Word of the Day : March 31, 2019


noun ET-ih-kut

What It Means

: the conduct or procedure required by good breeding or prescribed by authority to be observed in social or official life


"… the Victorians saw the role of etiquette as something closer to a behavioral amulet capable of protecting one from the polluting forces of vulgarity and vice." — Alice Gregory, The New Yorker, 8 Oct. 2018

"As a matter of etiquette, contemporary bosses are expected to rein in their swagger and talk up their team. Some … even project vulnerability, not invincibility. — The Economist, 24 Nov. 2018

Did You Know?

The French word étiquette means "ticket" or "label attached to something for identification." In 16th-century Spain, the French word was borrowed (and altered to etiqueta) to refer to the written protocols describing orders of precedence and behavior demanded of those who appeared at court.
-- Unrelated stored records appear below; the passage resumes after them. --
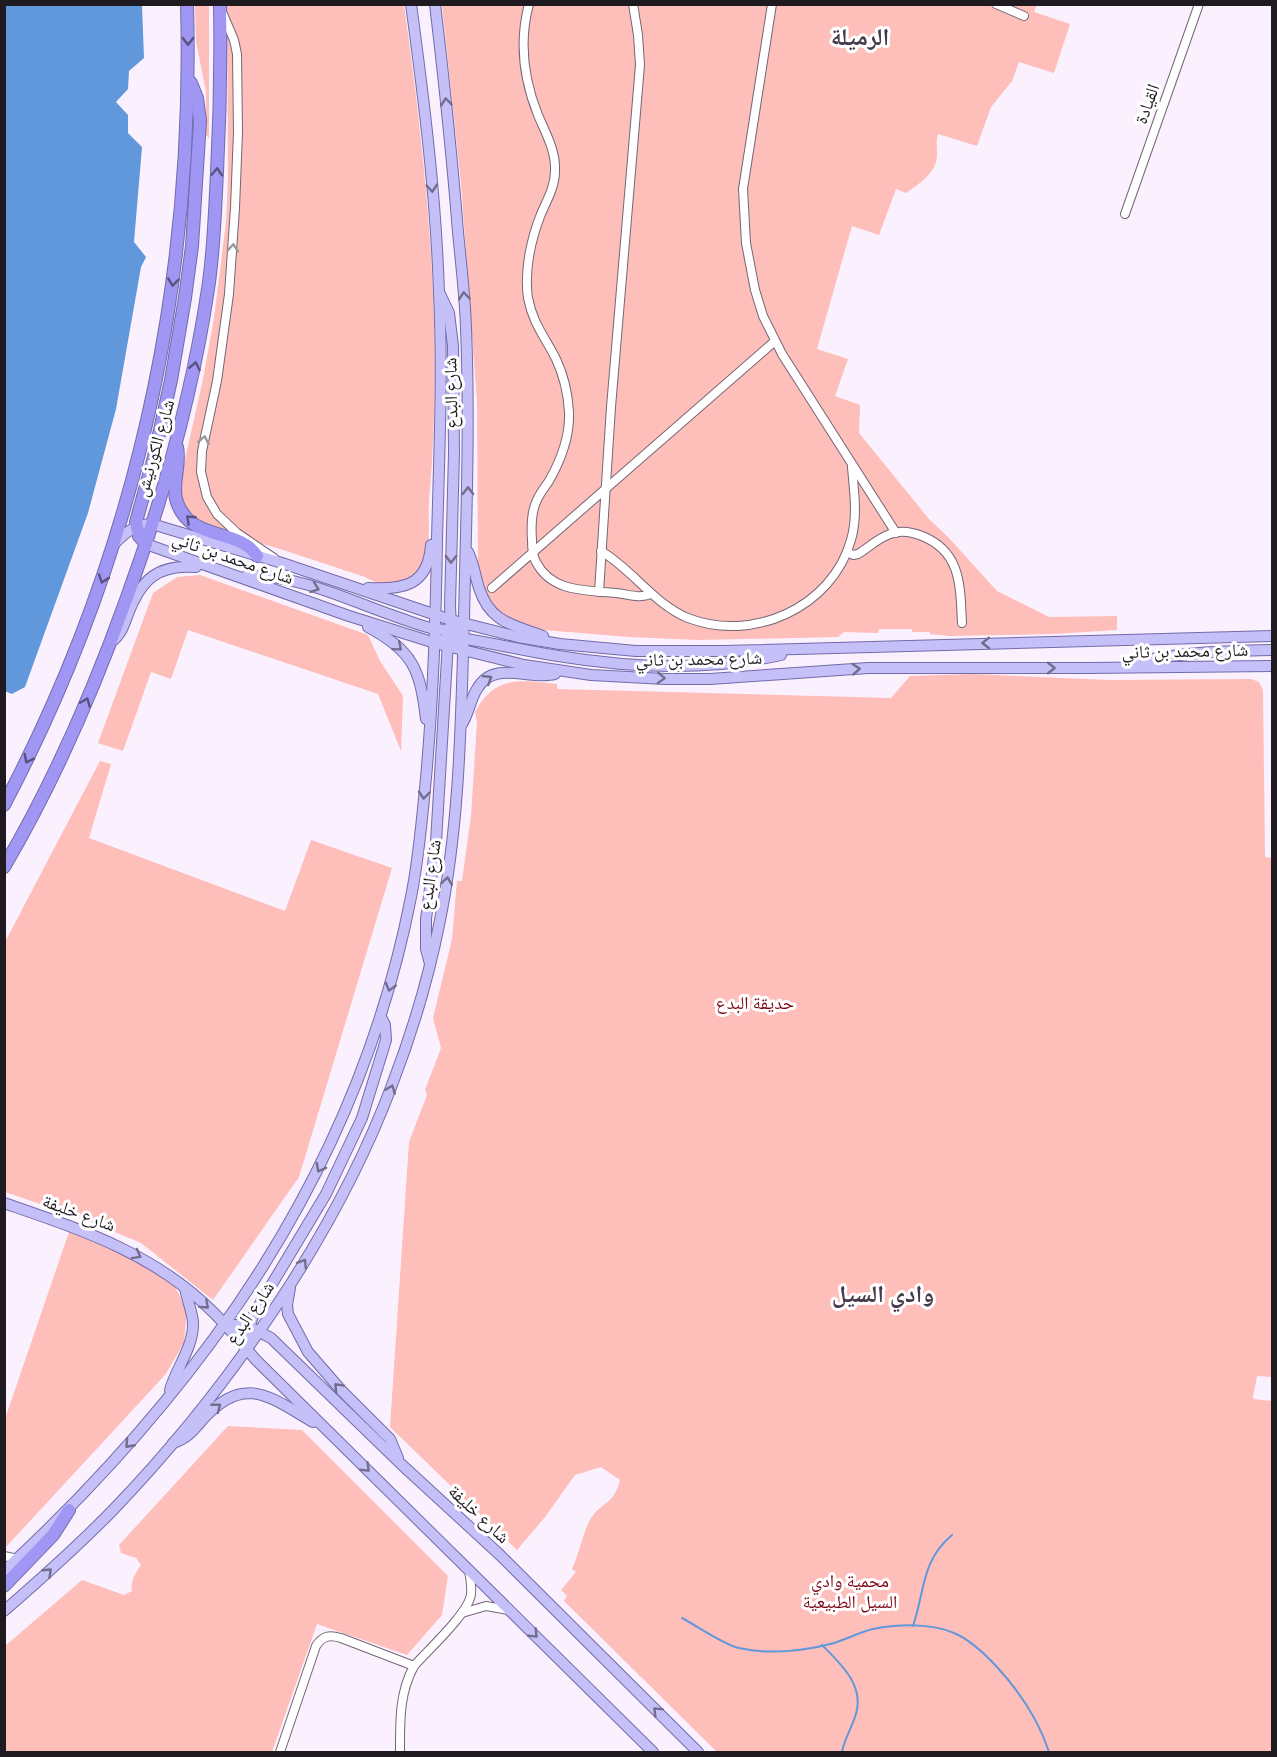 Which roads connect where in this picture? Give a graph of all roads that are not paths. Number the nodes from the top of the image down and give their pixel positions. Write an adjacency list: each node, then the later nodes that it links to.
1 (187, 4): 11 (highway, شارع الكورنيش, one-way to 11)
2 (411, 4): 13 (main road, شارع البدع, one-way to 13)
3 (435, 4): 25 (main road, شارع البدع, one-way to 3)
4 (529, 4): 27 (street)
5 (633, 4): 17 (street)
6 (772, 4): 14 (street)
7 (996, 4): 10 (street)
8 (1200, 4): 12 (street, القيادة)
9 (220, 7): 15 (highway, شارع الكورنيش, one-way to 9); 18 (street, شارع الكورنيش, one-way to 9)
10 (1024, 16)
11 (188, 77): 21 (highway); 23 (highway, شارع الكورنيش, one-way to 23)
12 (1125, 214)
13 (439, 293): 19 (main road, شارع البدع); 41 (main road, one-way to 41)
14 (775, 342): 16 (street); 17 (street)
15 (176, 443): 20 (highway, شارع الكورنيش); 29 (highway, one-way to 15)
16 (852, 464): 22 (street); 28 (street)
17 (605, 488): 26 (street); 27 (street)
18 (207, 497): 30 (street, شارع محمد بن ثاني)
19 (438, 498): 33 (main road); 38 (main road, شارع البدع)
20 (152, 524): 21 (main road, شارع محمد بن ثاني); 24 (highway, شارع الكورنيش); 29 (main road, شارع محمد بن ثاني)
21 (136, 527): 23 (main road, شارع محمد بن ثاني); 24 (highway)
22 (896, 533): 28 (street); 39 (street)
23 (116, 543): 54 (highway, شارع الكورنيش, one-way to 54)
24 (146, 544): 31 (main road, شارع محمد بن ثاني); 43 (highway, شارع الكورنيش)
25 (466, 549): 40 (main road, شارع البدع); 45 (main road)
26 (601, 551): 35 (street); 36 (street)
27 (533, 552): 34 (street); 35 (street)
28 (847, 552): 36 (street)
29 (258, 556): 30 (main road, شارع محمد بن ثاني)
30 (282, 563): 33 (main road, شارع محمد بن ثاني)
31 (214, 568): 32 (main road, شارع محمد بن ثاني); 43 (main road)
32 (240, 576): 37 (main road, شارع محمد بن ثاني); 41 (main road, one-way to 41)
33 (356, 588): 38 (main road, شارع محمد بن ثاني)
34 (492, 588)
35 (599, 592): 36 (street)
36 (651, 594)
37 (349, 616): 44 (main road, شارع محمد بن ثاني); 53 (main road, one-way to 53)
38 (435, 616): 41 (main road, شارع البدع)
39 (962, 623)
40 (464, 624): 41 (main road, شارع البدع); 45 (main road, شارع محمد بن ثاني)
41 (450, 634): 44 (main road, شارع البدع); 46 (main road); 48 (main road, شارع البدع); 56 (main road)
42 (1272, 636): 46 (main road, شارع محمد بن ثاني, one-way to 46)
43 (111, 642): 55 (highway, شارع الكورنيش, one-way to 43)
44 (435, 644): 53 (main road, شارع البدع)
45 (560, 644): 46 (main road, شارع محمد بن ثاني)
46 (800, 650)
47 (1272, 650): 50 (main road)
48 (463, 651): 51 (main road, شارع محمد بن ثاني); 52 (main road, شارع البدع)
49 (1272, 666): 50 (main road, شارع محمد بن ثاني)
50 (1112, 668): 51 (main road, شارع محمد بن ثاني, one-way to 50)
51 (561, 672): 52 (main road, one-way to 51)
52 (460, 728): 56 (main road, شارع البدع, one-way to 52)
53 (429, 737): 57 (main road, شارع البدع, one-way to 57)
54 (4, 805)
55 (4, 867)
56 (430, 964): 59 (main road, شارع البدع, one-way to 56)
57 (381, 1017): 61 (main road, شارع البدع, one-way to 61); 62 (main road)
58 (4, 1203): 60 (main road, شارع خليفة, one-way to 60)
59 (291, 1281): 62 (main road, شارع البدع); 67 (main road, one-way to 59)
60 (185, 1288): 61 (main road, شارع خليفة, one-way to 61); 64 (main road)
61 (224, 1324): 62 (main road); 63 (main road, شارع خليفة); 64 (main road, شارع البدع)
62 (254, 1329): 63 (main road); 67 (main road, شارع خليفة)
63 (245, 1349): 65 (main road, شارع خليفة); 66 (main road, شارع البدع)
64 (167, 1400): 68 (main road, شارع البدع, one-way to 68)
65 (324, 1427): 66 (main road, one-way to 65); 71 (main road, شارع خليفة, one-way to 71)
66 (172, 1444): 75 (main road, شارع البدع, one-way to 66)
67 (401, 1464): 81 (main road, شارع خليفة, one-way to 67)
68 (69, 1510): 70 (main road, شارع البدع); 73 (highway)
69 (4, 1556): 70 (street)
70 (18, 1559): 72 (main road, شارع البدع)
71 (469, 1569): 74 (main road, شارع خليفة); 76 (street)
72 (4, 1571)
73 (4, 1587)
74 (510, 1610): 76 (street); 80 (main road, شارع خليفة, one-way to 80)
75 (4, 1611)
76 (462, 1613): 77 (street)
77 (414, 1666): 78 (street); 79 (street)
78 (280, 1752)
79 (400, 1752)
80 (653, 1752)
81 (698, 1752)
Eventually, etiqueta came to be applied to the court ceremonies themselves as well as the documents which outlined the requirements for them. Interestingly, this then led to French speakers of the time attributing the second sense of "proper behavior" to their étiquette, and in the middle of the 18th century English speakers finally adopted both the word and the second meaning from the French.

Test Your Vocabulary

Unscramble the letters to create a word that refers to a breach of etiquette: MSOSILEC.